Conn. Agencies Regs. § 31-222-14

Current through June 15, 2024
Section 31-222-14 - Joint accounts; merger of experience; contribution rates
(a) Any employer not previously subject to the act, who becomes subject by reason of acquiring substantially all of the assets, organization, trade or business of a covered employer, may, after written application on a form provided by the administrator and upon approval by the administrator, succeed to the experience of the predecessor employer. Such written application shall be submitted by the employer within ten days following the date of the administrator's notice to him advising him of his liability under the law, and such written notice shall be accompanied by a written statement signed by the predecessor employer, waiving the predecessor's rights to his experience and tax credit in favor of the successor. Transfer of the experience and any unliquidated balance of tax credit of the predecessor employer will be effective as of the date of acquisition of the business. The administrator upon good cause may extend the time for application.
(b) Any employer not previously subject to the act, who becomes subject by reason of acquiring substantially all of the assets, organization, trade or business of two or more covered employers who enjoyed different merit rates, may, after written application on a form provided by the administrator and upon approval by the administrator, succeed to the experience of the predecessor employers. The successor employer will be granted a composite merit rate for the remainder of the calendar year in which acquisition of the business takes place. The composite rate shall be the quotient obtained by dividing the sum of the total estimated contributions of each of the predecessor employers for the whole of the calendar year in which the acquisition takes place by the sum of the payroll of each of the predecessor employers for the preceding calendar year. Merger of experience will be allowed as of June thirtieth of the year in which the acquisition takes place.

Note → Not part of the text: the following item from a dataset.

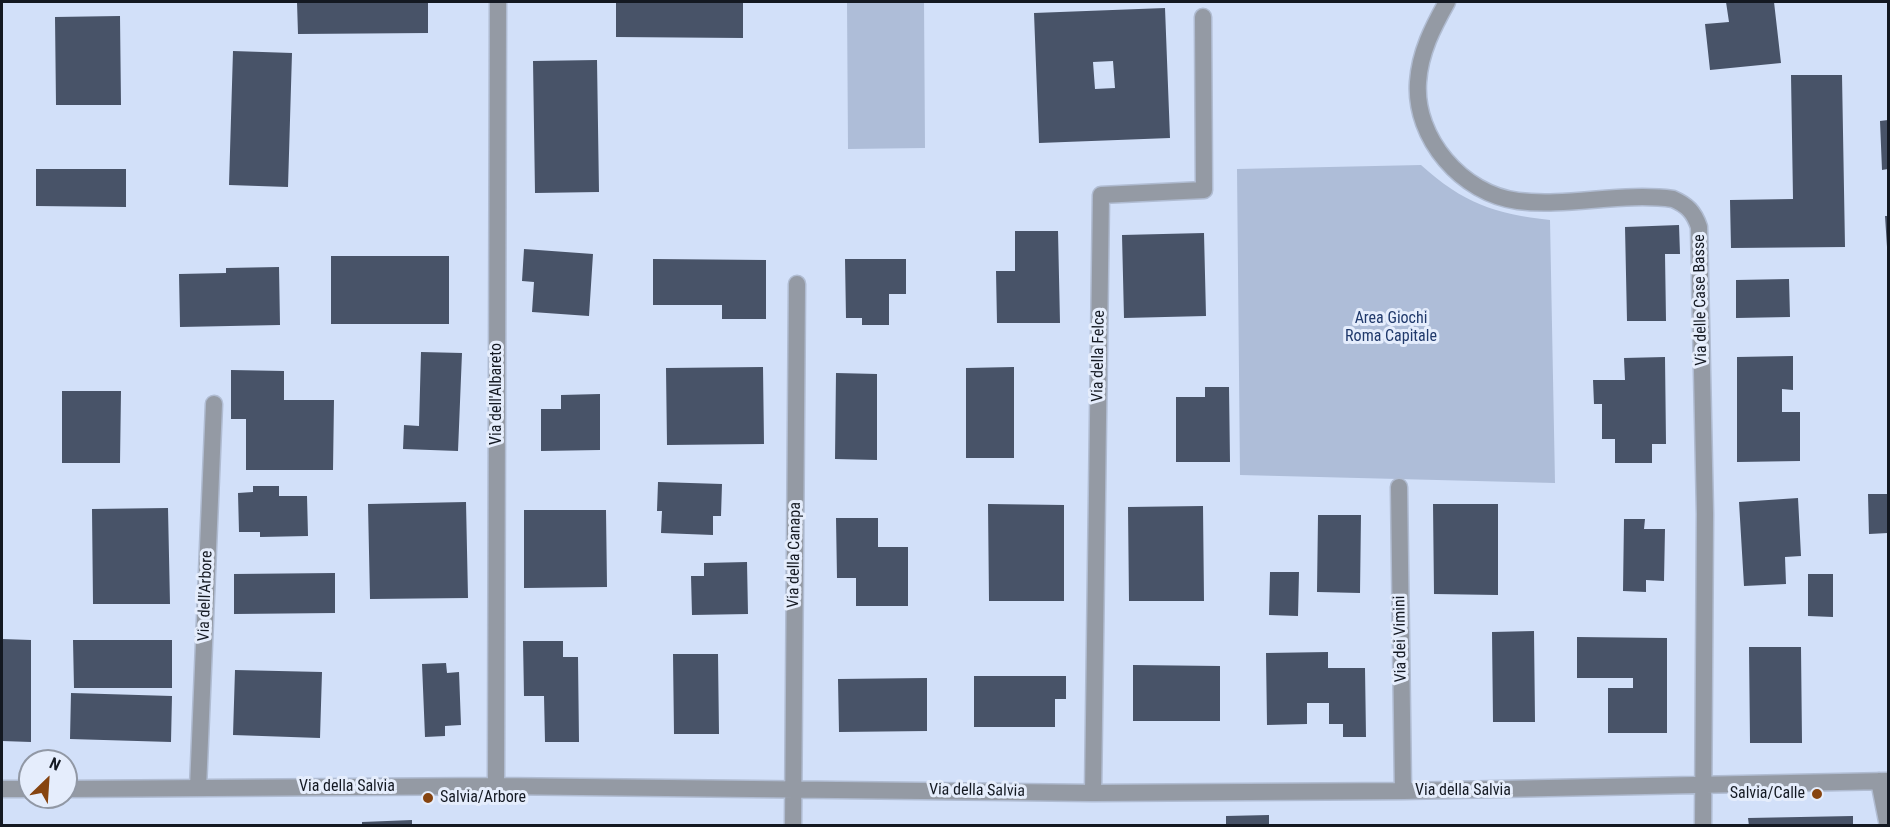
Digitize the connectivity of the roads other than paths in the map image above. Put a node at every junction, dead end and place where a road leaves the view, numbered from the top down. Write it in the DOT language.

(c) If an employer who is subject to the act acquires substantially all of the assets, organization, trade or business of a covered employer, merger of the experience may be allowed, upon written application to the administrator, on a form provided by the administrator as of June thirtieth of the year in which the acquisition takes place. The first contribution rate based upon the joint experience will become effective for the calendar year following such June thirtieth.
(d) An employer who acquires a portion of but less than substantially all of the assets, organization, trade or business of a covered employer, which portion had been operated as a segregated unit, may apply for a joint account with and succeed to the experience of the transferring employer with respect to such segregated unit. Such application, on a form provided by the administrator, shall be accompanied by a written statement signed by the transferring employer, waiving his rights to the experience with respect to such unit in favor of the acquiring employer. If such employer was not previously subject to the act and because of such acquisition becomes immediately liable, he shall pay contributions at the same reduced rate as the transferring employer from the date of the acquisition to the end of the calendar year, if the segregated unit has been in operation during the whole of the preceding experience period ending on June thirtieth with respect to which the rate currently in effect at the time of the acquisition was established; otherwise he shall pay at the full rate of two and seven-tenths per cent. A segregated unit is a unit, by whatever name called, for which the payroll records have been so maintained that the employment experience as is required for merit rating purposes may readily be identified and separated.
(e) The administrator will establish a joint account for two or more active employers as of June thirtieth of any year upon written application of each such employer, provided such applications shall be filed not later than the September thirtieth next succeeding such June thirtieth. The first contribution rate based upon the joint experience will become effective as of January first following such June thirtieth. Dissolution of joint accounts will be allowed only as of June thirtieth next succeeding the application therefor by the member employers, and the first contribution rates based upon the separate experiences shall be effective as of January first next following such June thirtieth. When joint accounts are established by the administrator, the employers concerned shall continue to submit individually such reports and contributions as are required of employers with individual merit rating accounts. When two or more employers have a joint merit rating account, the merit rating index computation for such account shall include only the experience of those employers in the joint account who have been subject to the provisions of the act for the whole of the preceding experience period. The merit rating index computed for the joint account and the employer's contribution rate, based upon such computation, shall apply only to the employers in the joint merit rating account who have been subject to the provisions of the act for the whole of the preceding experience period.